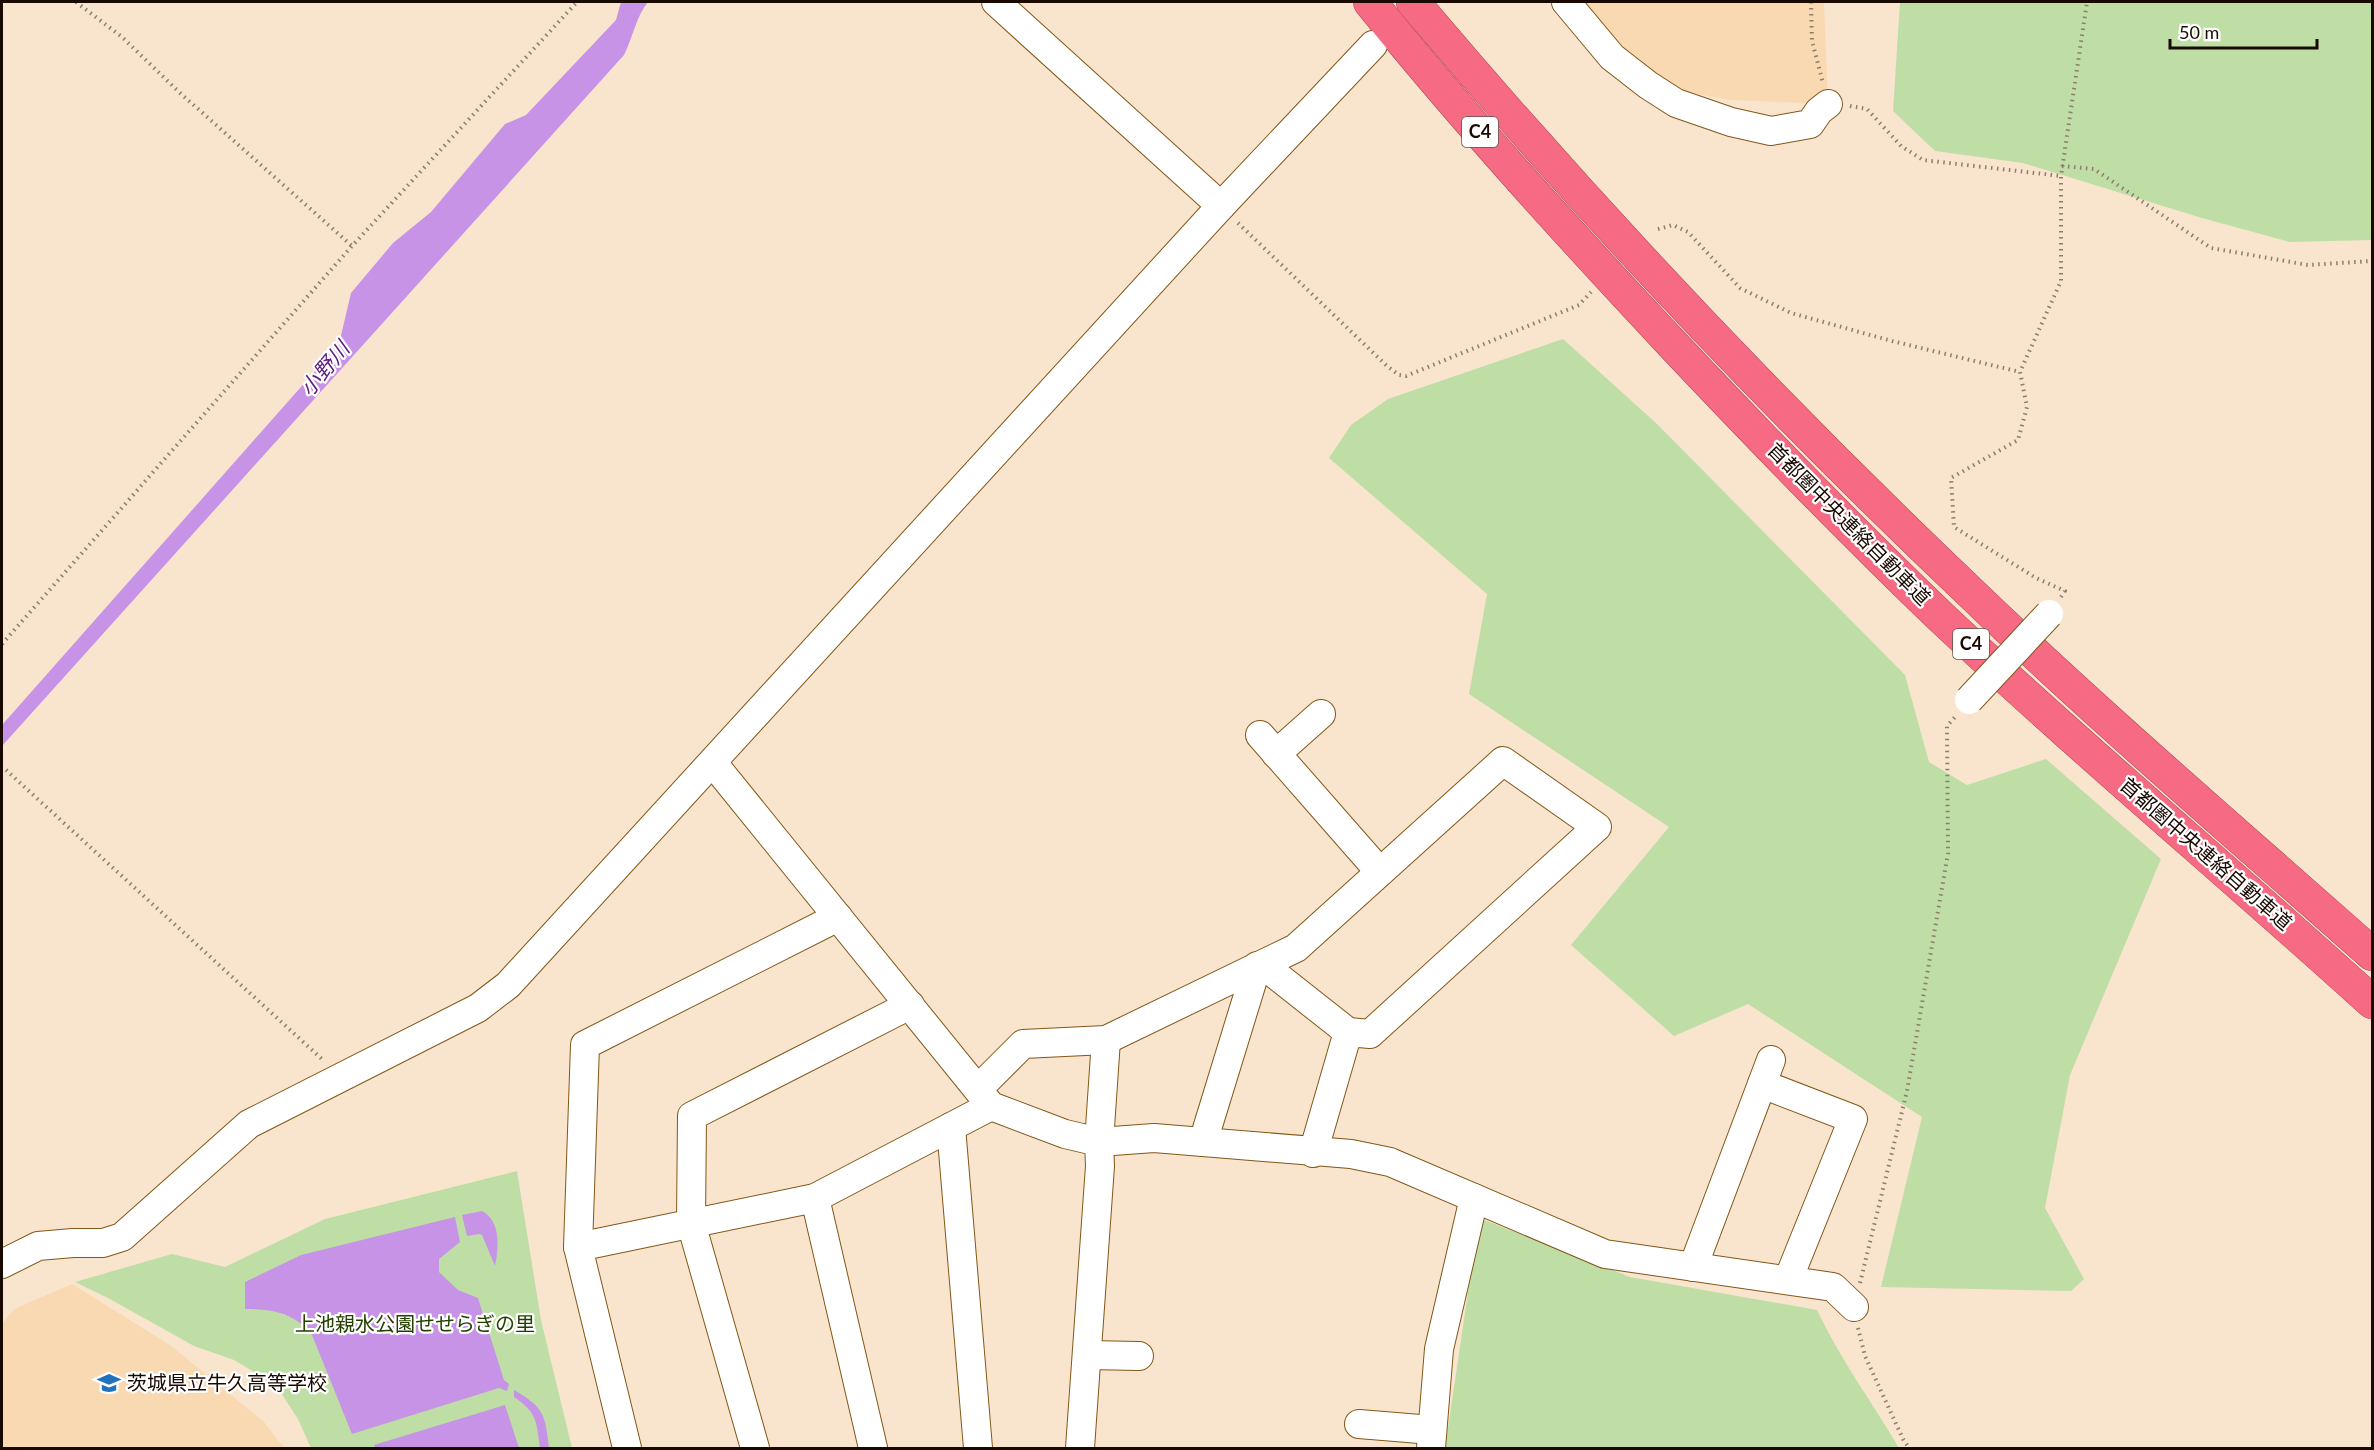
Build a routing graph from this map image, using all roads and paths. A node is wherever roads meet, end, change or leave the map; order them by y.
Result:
1 (76, 2) edge
2 (577, 2) edge
3 (996, 2) edge
4 (1370, 2) edge
5 (1413, 2) edge
6 (1566, 2) edge
7 (1811, 2) edge
8 (2087, 2) edge
9 (1373, 45) dead end
10 (1828, 104) junction
11 (2062, 166) junction
12 (2061, 176) junction
13 (1221, 206) junction
14 (1658, 229) dead end
15 (352, 246) junction
16 (2373, 261) edge
17 (1592, 292) dead end
18 (2020, 372) junction
19 (2049, 614) joint
20 (2, 644) edge
21 (1969, 700) joint
22 (1321, 714) dead end
23 (713, 763) junction
24 (6, 770) dead end
25 (1380, 872) junction
26 (838, 917) junction
27 (2373, 954) edge
28 (1257, 966) junction
29 (2373, 1002) edge
30 (910, 1005) junction
31 (1348, 1032) junction
32 (1106, 1040) junction
33 (341, 1078) junction
34 (985, 1097) junction
35 (951, 1127) junction
36 (1099, 1142) junction
37 (1203, 1142) junction
38 (1313, 1153) junction
39 (815, 1198) junction
40 (1474, 1198) junction
41 (691, 1223) junction
42 (578, 1247) junction
43 (2, 1264) edge
44 (1692, 1267) junction
45 (1788, 1280) junction
46 (1854, 1307) junction
47 (1087, 1355) junction
48 (1138, 1356) dead end
49 (1359, 1424) dead end
50 (1431, 1439) edge
51 (627, 1449) edge
52 (755, 1449) edge
53 (873, 1449) edge
54 (978, 1449) edge
55 (1080, 1449) edge
56 (1909, 1449) edge

1 - 15 path
2 - 15 path
3 - 13 street
4 - 29 highway, 首都圏中央連絡自動車道 / C4
5 - 27 highway, 首都圏中央連絡自動車道 / C4
6 - 10 street
7 - 10 path
8 - 11 path
9 - 13 street
10 - 12 path
11 - 12 path
11 - 16 path
12 - 18 path
13 - 17 path
13 - 23 street
14 - 18 path
15 - 20 path
18 - 19 path
19 - 21 street, bridge
21 - 46 path
22 - 25 street
23 - 26 street
23 - 33 street
24 - 33 path
25 - 28 street
25 - 31 street
26 - 30 street
26 - 42 street
28 - 31 street
28 - 32 street
28 - 37 street
30 - 34 street
30 - 41 street
31 - 38 street
32 - 34 street
32 - 36 street
33 - 43 street
34 - 35 street
34 - 36 street
35 - 39 street
35 - 54 street
36 - 37 street
36 - 47 street
37 - 38 street
38 - 40 street
39 - 41 street
39 - 53 street
40 - 44 street
40 - 50 street
41 - 42 street
41 - 52 street
42 - 51 street
44 - 45 street
44 - 45 street
45 - 46 street
46 - 56 path
47 - 48 street
47 - 55 street
49 - 50 street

....................

[Problem statement]
Copy each line in the entries above where "highway" turns up.

[Answer below]
4 - 29 highway, 首都圏中央連絡自動車道 / C4
5 - 27 highway, 首都圏中央連絡自動車道 / C4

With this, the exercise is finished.